NOTE. Notepad by default saves in Unicode format. If you use Notepad to create test files for this program, be sure to save it in ANSI format.
I left it because it makes it easier to understand the program, but IsGraphFlg is not needed here. Instead of assigning IsGraphFlg to WasGraphFlg at the bottom of the loop, this can be done at the bottom of the upper and lower halves of the if-else block, since the contexts provide the same information as IsGraphFlag.
while (EOF != (ch = fgetc(pFile))) { if(isgraph(ch)) { IsGraphFlg=true; charcount++; } else { // this char is whitespace, last char was part of a word IsGraphFlg=false; if(WasGraphFlg) { wordcount++; } } WasGraphFlg = IsGraphFlg; PassKnt++; }
You may also notice that PassKnt now has no purpose and is no longer needed.
It was suggested that isgraph () is optimal, but when I created the bool array and initialized it using isgraph (), the code ran (from the memory buffer, which is ~ 10X as fast as from the file on this Dell XPS 8500) in total 2/3 times - 9.25 measures instead of 14.75 per character.

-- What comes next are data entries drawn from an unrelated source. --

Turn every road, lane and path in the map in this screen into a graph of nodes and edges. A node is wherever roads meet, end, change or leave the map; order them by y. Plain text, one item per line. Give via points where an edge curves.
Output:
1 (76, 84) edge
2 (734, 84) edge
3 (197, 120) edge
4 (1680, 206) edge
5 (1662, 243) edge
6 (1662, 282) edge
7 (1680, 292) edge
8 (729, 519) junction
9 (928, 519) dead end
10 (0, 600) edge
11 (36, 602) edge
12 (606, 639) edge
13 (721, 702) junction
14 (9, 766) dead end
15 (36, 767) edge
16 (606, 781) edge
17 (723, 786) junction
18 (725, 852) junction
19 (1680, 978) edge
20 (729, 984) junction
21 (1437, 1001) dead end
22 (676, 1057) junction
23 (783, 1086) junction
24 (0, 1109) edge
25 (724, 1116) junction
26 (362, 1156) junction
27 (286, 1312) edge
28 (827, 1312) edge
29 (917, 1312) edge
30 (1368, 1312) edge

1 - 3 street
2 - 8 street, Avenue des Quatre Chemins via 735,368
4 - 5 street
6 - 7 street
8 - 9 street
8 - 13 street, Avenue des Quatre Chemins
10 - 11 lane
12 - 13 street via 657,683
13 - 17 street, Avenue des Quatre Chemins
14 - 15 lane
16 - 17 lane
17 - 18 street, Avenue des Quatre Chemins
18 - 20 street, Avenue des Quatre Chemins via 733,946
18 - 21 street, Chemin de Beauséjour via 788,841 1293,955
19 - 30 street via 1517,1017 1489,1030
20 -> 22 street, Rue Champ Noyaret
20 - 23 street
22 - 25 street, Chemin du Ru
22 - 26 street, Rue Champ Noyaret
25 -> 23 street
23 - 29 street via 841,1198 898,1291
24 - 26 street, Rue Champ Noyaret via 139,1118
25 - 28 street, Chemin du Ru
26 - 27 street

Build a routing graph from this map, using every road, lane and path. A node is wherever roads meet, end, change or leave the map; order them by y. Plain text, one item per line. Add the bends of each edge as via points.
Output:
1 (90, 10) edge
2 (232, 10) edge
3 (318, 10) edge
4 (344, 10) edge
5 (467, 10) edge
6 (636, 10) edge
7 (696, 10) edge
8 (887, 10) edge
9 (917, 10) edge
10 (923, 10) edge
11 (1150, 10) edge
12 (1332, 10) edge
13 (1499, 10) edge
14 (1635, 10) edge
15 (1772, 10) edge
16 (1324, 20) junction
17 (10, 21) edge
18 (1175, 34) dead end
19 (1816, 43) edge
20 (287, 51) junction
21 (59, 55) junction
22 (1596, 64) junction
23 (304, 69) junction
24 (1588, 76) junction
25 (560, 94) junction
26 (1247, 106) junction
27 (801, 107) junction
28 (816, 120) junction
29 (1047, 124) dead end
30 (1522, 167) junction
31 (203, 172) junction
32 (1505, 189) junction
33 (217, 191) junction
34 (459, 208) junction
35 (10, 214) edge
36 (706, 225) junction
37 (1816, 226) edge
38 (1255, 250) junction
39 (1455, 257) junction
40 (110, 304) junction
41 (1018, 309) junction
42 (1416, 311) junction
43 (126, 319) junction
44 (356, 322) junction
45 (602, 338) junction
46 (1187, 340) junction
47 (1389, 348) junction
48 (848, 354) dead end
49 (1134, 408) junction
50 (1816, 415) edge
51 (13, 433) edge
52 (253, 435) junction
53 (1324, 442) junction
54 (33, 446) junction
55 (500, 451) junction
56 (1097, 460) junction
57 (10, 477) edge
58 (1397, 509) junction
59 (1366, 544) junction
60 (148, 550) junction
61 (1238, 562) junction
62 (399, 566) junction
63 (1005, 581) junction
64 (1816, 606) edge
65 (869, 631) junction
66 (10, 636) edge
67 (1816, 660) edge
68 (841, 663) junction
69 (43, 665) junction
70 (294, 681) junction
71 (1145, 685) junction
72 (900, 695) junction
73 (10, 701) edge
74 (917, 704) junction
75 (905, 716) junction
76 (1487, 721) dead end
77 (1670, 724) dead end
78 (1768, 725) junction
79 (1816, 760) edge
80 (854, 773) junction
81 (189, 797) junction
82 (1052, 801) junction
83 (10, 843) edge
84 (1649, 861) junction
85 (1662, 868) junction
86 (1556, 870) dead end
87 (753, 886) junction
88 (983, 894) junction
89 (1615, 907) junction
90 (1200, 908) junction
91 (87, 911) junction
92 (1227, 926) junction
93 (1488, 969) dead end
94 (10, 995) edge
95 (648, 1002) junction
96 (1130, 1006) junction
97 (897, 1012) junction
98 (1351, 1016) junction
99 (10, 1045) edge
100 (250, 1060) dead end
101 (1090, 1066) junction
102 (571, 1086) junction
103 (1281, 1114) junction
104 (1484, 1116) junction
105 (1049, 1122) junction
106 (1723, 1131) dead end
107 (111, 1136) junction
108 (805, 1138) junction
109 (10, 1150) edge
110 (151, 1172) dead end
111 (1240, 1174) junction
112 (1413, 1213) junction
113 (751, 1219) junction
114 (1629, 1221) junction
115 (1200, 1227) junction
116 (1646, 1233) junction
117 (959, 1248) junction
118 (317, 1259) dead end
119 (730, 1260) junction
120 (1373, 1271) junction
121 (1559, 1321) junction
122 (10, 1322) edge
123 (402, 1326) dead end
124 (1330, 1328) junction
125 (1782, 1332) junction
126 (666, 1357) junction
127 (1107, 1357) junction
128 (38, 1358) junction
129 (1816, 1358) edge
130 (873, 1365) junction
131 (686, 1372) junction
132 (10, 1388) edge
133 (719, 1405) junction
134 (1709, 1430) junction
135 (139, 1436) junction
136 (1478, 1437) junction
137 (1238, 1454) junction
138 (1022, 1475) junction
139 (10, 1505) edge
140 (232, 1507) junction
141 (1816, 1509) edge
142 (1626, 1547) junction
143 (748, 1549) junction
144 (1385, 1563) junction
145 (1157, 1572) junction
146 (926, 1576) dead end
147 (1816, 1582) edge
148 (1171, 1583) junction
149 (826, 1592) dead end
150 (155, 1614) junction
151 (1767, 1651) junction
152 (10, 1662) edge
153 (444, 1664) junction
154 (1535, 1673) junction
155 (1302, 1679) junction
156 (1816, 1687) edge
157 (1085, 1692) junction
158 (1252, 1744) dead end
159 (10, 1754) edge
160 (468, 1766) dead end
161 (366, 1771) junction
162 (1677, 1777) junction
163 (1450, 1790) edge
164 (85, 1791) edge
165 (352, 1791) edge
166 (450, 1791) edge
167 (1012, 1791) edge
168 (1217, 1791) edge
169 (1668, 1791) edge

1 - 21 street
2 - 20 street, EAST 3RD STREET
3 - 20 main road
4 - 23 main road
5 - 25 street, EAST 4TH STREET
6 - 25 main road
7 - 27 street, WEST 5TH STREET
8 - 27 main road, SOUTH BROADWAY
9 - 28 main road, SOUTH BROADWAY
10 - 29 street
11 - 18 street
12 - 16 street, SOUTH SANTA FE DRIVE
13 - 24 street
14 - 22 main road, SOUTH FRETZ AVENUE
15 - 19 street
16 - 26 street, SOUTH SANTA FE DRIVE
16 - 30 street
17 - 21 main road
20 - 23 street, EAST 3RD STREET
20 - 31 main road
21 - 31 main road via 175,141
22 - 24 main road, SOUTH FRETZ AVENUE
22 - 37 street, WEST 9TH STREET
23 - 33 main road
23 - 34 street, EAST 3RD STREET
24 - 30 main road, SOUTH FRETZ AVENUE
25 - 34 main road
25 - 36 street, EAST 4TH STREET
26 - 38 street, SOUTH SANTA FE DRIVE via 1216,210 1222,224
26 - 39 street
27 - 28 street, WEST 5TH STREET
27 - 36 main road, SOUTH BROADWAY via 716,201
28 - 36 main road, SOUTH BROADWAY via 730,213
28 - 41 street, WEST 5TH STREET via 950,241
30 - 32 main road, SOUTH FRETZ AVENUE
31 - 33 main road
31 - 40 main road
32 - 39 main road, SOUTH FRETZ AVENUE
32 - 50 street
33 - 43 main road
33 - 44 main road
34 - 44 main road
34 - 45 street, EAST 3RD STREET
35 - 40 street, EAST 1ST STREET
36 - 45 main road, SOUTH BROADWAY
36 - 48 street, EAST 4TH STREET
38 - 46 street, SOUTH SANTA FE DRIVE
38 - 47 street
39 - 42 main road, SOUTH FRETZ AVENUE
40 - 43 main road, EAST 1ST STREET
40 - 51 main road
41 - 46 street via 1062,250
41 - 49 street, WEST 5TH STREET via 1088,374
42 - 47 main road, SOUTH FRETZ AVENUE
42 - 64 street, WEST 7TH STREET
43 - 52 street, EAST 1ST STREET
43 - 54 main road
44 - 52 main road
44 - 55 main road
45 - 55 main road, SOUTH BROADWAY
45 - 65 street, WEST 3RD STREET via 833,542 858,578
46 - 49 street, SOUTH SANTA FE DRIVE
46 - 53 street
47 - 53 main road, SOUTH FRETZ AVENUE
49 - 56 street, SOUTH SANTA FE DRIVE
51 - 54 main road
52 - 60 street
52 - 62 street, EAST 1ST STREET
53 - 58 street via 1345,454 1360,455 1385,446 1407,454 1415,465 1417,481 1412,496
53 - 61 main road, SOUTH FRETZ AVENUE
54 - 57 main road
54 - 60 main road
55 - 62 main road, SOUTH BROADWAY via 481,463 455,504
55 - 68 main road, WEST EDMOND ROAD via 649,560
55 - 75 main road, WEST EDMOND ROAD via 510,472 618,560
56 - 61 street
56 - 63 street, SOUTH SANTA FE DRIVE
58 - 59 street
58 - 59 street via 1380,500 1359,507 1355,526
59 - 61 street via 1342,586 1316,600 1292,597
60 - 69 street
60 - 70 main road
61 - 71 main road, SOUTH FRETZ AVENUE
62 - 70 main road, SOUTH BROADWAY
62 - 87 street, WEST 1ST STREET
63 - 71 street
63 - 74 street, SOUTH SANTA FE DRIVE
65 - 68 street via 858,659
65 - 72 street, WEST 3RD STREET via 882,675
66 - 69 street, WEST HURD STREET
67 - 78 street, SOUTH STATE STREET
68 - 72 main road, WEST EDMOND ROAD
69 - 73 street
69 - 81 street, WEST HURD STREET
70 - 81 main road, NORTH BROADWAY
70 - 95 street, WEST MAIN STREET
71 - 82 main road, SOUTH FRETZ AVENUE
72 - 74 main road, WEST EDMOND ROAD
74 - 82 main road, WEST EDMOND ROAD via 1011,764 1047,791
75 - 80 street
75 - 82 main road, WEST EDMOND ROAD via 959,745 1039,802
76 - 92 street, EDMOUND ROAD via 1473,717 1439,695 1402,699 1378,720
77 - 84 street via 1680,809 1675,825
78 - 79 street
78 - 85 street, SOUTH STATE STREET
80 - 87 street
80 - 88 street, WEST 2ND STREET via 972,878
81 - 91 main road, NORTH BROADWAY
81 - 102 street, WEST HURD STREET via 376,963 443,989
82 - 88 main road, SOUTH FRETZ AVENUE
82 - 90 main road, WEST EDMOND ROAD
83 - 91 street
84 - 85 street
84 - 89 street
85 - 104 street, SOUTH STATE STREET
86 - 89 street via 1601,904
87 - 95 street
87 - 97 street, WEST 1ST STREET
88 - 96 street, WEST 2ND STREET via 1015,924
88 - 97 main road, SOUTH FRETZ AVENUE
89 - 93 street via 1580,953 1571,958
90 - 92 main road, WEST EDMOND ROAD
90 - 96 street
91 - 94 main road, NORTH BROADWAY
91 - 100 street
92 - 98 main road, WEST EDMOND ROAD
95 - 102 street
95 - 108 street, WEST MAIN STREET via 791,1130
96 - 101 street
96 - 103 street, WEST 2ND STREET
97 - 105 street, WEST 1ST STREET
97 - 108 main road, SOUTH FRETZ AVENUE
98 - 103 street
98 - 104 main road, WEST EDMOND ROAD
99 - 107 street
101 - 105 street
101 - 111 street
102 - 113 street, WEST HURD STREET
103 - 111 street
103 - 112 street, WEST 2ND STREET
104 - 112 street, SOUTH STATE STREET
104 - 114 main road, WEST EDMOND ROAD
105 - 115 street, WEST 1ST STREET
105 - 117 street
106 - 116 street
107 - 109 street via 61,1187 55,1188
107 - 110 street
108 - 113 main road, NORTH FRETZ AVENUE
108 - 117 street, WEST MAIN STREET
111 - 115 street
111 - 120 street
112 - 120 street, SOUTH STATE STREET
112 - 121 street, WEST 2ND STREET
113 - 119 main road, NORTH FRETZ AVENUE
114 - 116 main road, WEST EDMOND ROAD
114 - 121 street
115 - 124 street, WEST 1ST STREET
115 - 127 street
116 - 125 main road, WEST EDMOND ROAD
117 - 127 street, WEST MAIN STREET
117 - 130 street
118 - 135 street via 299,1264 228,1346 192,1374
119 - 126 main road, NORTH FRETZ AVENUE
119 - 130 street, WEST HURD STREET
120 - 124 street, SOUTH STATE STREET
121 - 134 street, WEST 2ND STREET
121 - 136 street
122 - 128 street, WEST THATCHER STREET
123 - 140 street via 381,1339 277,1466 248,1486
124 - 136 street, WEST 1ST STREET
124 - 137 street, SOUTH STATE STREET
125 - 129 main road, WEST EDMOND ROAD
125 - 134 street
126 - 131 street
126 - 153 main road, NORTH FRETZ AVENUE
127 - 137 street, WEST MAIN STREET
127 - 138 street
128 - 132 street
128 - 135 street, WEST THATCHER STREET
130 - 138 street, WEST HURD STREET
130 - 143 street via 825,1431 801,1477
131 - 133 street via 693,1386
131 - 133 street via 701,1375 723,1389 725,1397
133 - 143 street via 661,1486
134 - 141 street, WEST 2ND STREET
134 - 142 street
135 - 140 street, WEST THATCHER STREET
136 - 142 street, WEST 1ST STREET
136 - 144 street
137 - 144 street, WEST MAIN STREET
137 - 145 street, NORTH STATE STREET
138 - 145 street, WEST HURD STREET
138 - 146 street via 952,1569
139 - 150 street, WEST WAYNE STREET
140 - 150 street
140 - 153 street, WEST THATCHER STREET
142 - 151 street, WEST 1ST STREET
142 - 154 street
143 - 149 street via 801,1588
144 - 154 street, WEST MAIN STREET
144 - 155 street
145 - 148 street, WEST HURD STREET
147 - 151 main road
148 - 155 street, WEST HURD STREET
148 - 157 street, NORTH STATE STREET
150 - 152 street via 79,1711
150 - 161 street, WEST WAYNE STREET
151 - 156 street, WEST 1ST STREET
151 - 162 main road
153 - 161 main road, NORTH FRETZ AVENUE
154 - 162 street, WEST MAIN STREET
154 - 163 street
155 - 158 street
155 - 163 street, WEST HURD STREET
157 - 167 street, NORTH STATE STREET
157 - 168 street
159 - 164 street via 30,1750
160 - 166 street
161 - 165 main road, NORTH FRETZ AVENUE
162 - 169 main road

This is a completely optional optimization - albeit a significant one.
bool IsGph[256]; for(i=0; i<sizeof(IsGph); i++) { IsGph[i] = isgraph((unsigned char)i); }
When using if (isgraph (i)) is replaced by if (IsGph [i]) in the loop of the main character and word.
Code updated 12/30/2012
// Word_Counter.cpp : Defines the entry point for the console application. // #include "stdafx.h" #include "stdafx.h" #include <stdio.h> #include <time.h> #include <stdlib.h> #include <memory.h> #include <locale> #define UCHAR unsigned char #define dbl double #define LLONG __int64 #define PROCESSOR_HZ ((LLONG) 3400000000) #pragma warning(disable : 4996) // // function prototypes FILE *OpenFiles (int *FileSz, char *FileName); // ----------------------------------------------------------------------- FILE *OpenFiles (int *FileSz, char *FileName) { FILE *pFile=NULL; if (NULL == (pFile = fopen ((char *)FileName, "r+t" ))) { printf ( "Can't open %s\n", FileName ); return NULL; } else { fseek(pFile,0,SEEK_END); *FileSz = ftell(pFile); rewind(pFile); printf("\nFile size is %i", *FileSz); return pFile; } } // ----------------------------------------------------------------------- int _tmain(int argc, char *argv[]) { bool IsGph[256]; UCHAR *p, *pBuff=NULL; int WrdKnt=0,CharKnt=0; int i, j, FileSz, LoopKnt=3500; time_t Etime=0,start=0, Eclocks=0; FILE *pFile=NULL; bool WasGraphFlg=false; // Initialize boolean array to detect printable characters for(i=0; i<sizeof(IsGph); i++) { IsGph[i] = isgraph((unsigned char)i); } if(NULL == (pFile = OpenFiles(&FileSz, (char *)argv[1]))) { return 0; } // --- Process out of buffer, not stdin ------------------------------- pBuff = (unsigned char *)calloc(FileSz, sizeof(char)); fread(pBuff, sizeof(char), FileSz, pFile); start = clock(); for(i=LoopKnt; i; i--) { p= pBuff; CharKnt=0; WrdKnt=0; for(j=FileSz; j; j--) { if(IsGph[*p++]) { CharKnt++; WasGraphFlg = true; } else { // this char is whitespace, and if(WasGraphFlg) { // last char was part of word ? WrdKnt++; } WasGraphFlg = false; } } } Etime = clock() - start; Eclocks= Etime * PROCESSOR_HZ/(LLONG) CLOCKS_PER_SEC; printf("\nElapsed time for %10i loops was %10i milliseconds", LoopKnt, Etime); printf("\nCPU cycles consumed per char were %2f\n", (dbl)Eclocks/(dbl)((LLONG)FileSz*(LLONG)LoopKnt)); printf("\n%i words counted per loop", WrdKnt); printf("\n%i chars counted per loop\n", CharKnt); getchar(); return _fcloseall(); free(pBuff); }
If you have problems with the command line argument with the file name, in the "Projects-> Properties-> Configuration Properties-> General" section in Visual Studio change "Unicode" to a badly mistaken "multibyte" character set. You can always look at argv [1] in the debugger to find out what is actually in argv [].